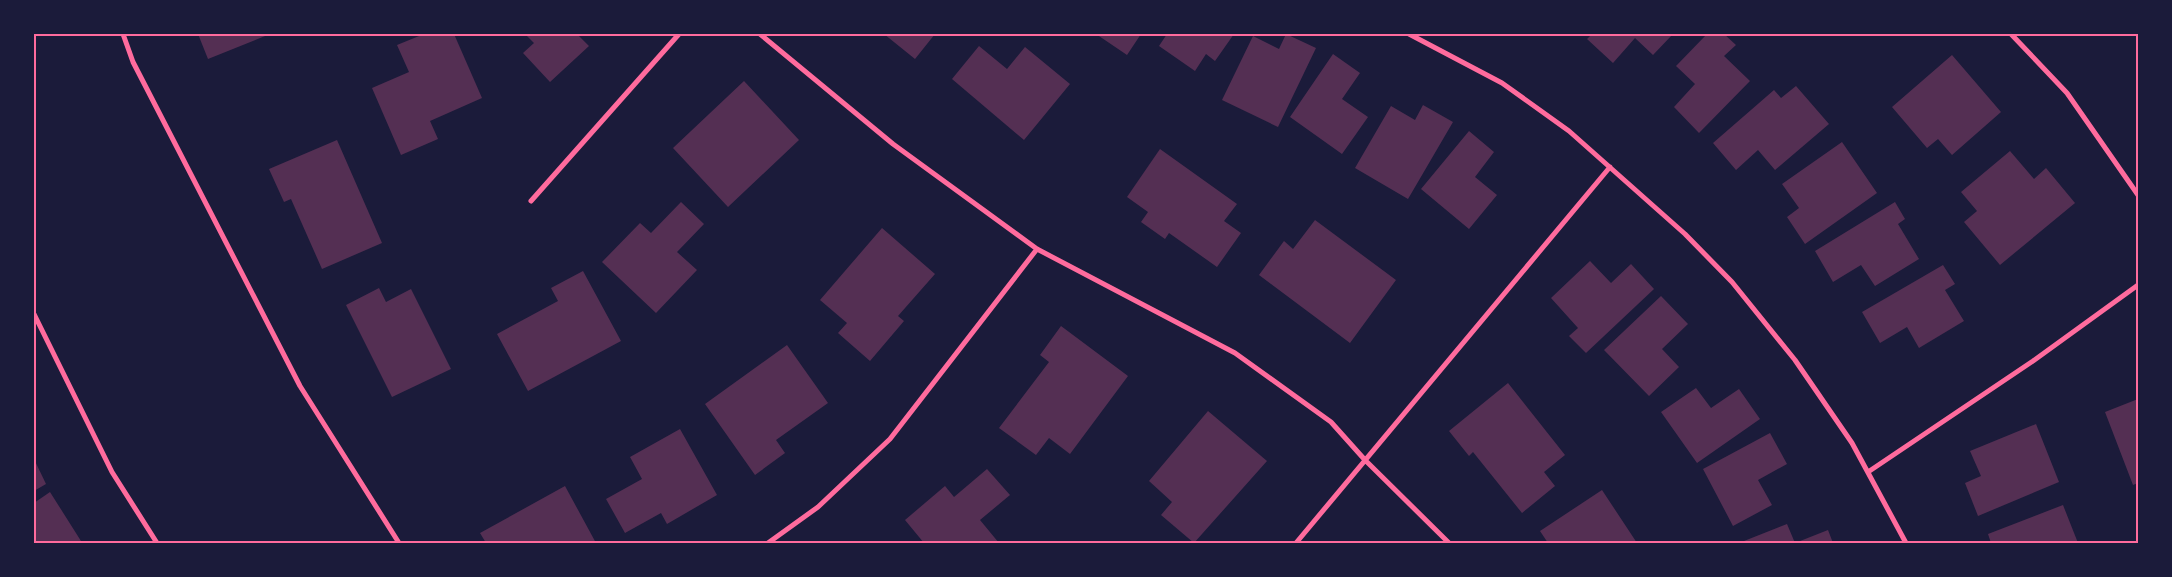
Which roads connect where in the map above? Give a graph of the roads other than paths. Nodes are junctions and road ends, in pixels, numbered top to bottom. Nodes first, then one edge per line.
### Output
1 (122, 34) edge
2 (679, 34) edge
3 (760, 34) edge
4 (1409, 34) edge
5 (2011, 34) edge
6 (1610, 167) junction
7 (2138, 195) edge
8 (531, 201) dead end
9 (1037, 249) junction
10 (2138, 285) edge
11 (34, 314) edge
12 (1365, 460) junction
13 (1868, 472) junction
14 (157, 543) edge
15 (399, 543) edge
16 (768, 543) edge
17 (1296, 543) edge
18 (1449, 543) edge
19 (1906, 543) edge

1 - 15 street
2 - 8 street
3 - 9 street
4 - 6 street
5 - 7 street
6 - 12 street
6 - 13 street
9 - 12 street
9 - 16 street
10 - 13 street
11 - 14 street
12 - 17 street
12 - 18 street
13 - 19 street

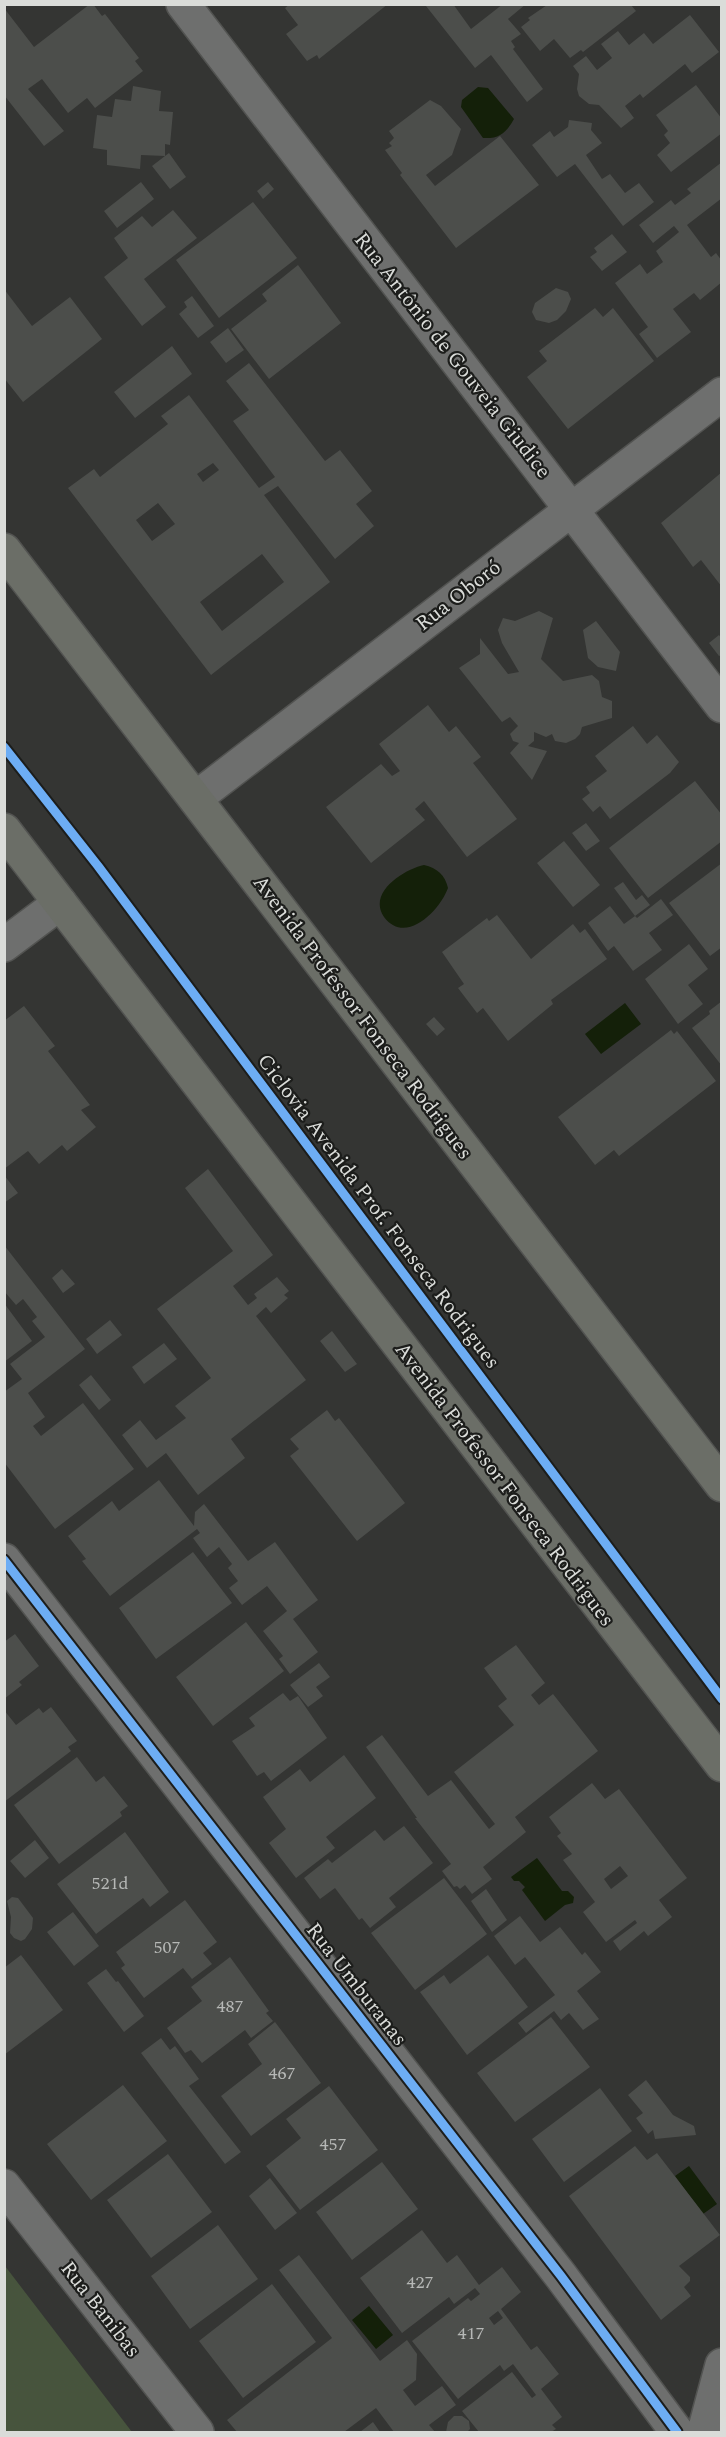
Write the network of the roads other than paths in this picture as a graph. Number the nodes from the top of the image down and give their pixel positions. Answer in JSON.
{"nodes":[{"id":1,"x":183,"y":4,"type":"edge"},
{"id":2,"x":722,"y":394,"type":"edge"},
{"id":3,"x":571,"y":508,"type":"junction"},
{"id":4,"x":4,"y":550,"type":"edge"},
{"id":5,"x":722,"y":706,"type":"edge"},
{"id":6,"x":196,"y":798,"type":"junction"},
{"id":7,"x":4,"y":830,"type":"edge"},
{"id":8,"x":60,"y":903,"type":"junction"},
{"id":9,"x":4,"y":945,"type":"edge"},
{"id":10,"x":722,"y":1485,"type":"edge"},
{"id":11,"x":4,"y":1560,"type":"edge"},
{"id":12,"x":722,"y":1766,"type":"edge"},
{"id":13,"x":4,"y":2186,"type":"edge"},
{"id":14,"x":722,"y":2365,"type":"edge"},
{"id":15,"x":197,"y":2433,"type":"edge"},
{"id":16,"x":677,"y":2433,"type":"edge"},
{"id":17,"x":704,"y":2433,"type":"edge"}],
"edges":[{"from":1,"to":3,"type":"street","name":"Rua Antônio de Gouveia Giudice"},
{"from":2,"to":3,"type":"street","name":"Rua Oboró"},
{"from":3,"to":5,"type":"street","name":"Rua Antônio de Gouveia Giudice"},
{"from":3,"to":6,"type":"street","name":"Rua Oboró"},
{"from":4,"to":6,"type":"highway","name":"Avenida Professor Fonseca Rodrigues"},
{"from":6,"to":10,"type":"highway","name":"Avenida Professor Fonseca Rodrigues"},
{"from":7,"to":8,"type":"highway","name":"Avenida Professor Fonseca Rodrigues"},
{"from":8,"to":9,"type":"street"},
{"from":8,"to":12,"type":"highway","name":"Avenida Professor Fonseca Rodrigues"},
{"from":11,"to":16,"type":"street","name":"Rua Umburanas"},
{"from":13,"to":15,"type":"street","name":"Rua Banibas"},
{"from":14,"to":17,"type":"street"}]}
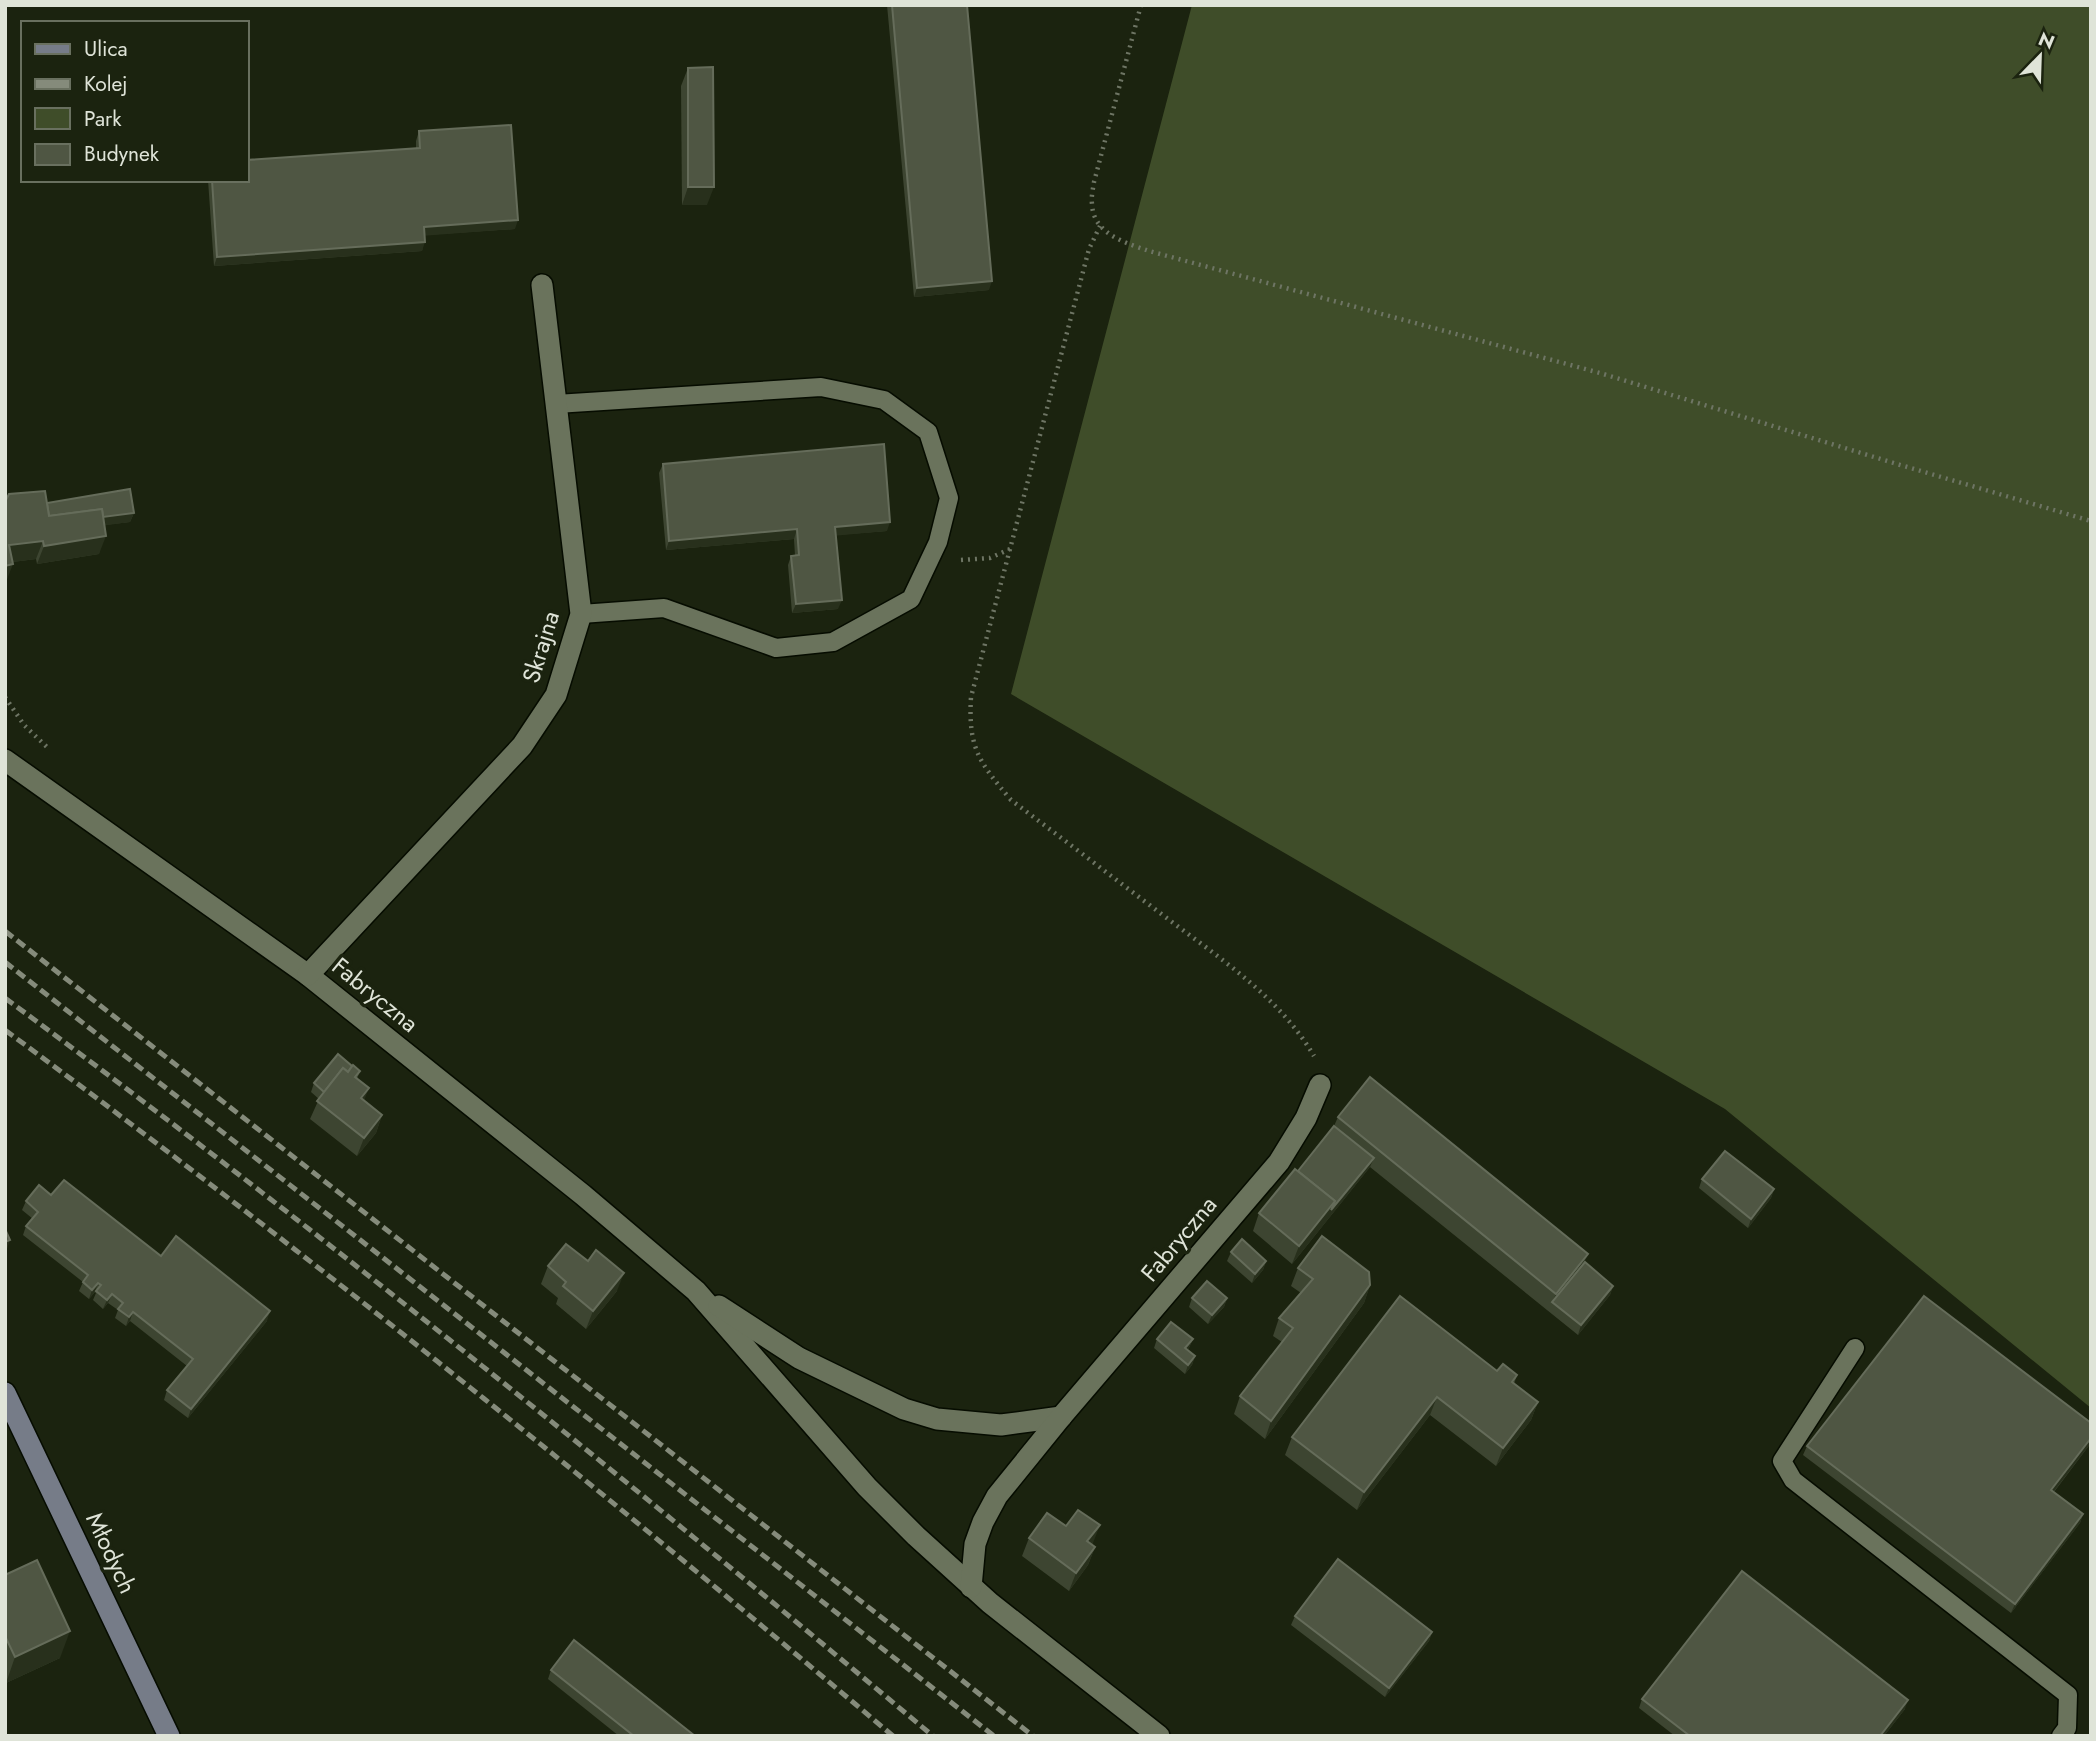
# # #
In the material above, please count the lines that hold the word "Gouveia" and answer with only that number.

• [OUTPUT OF THE TASK] 2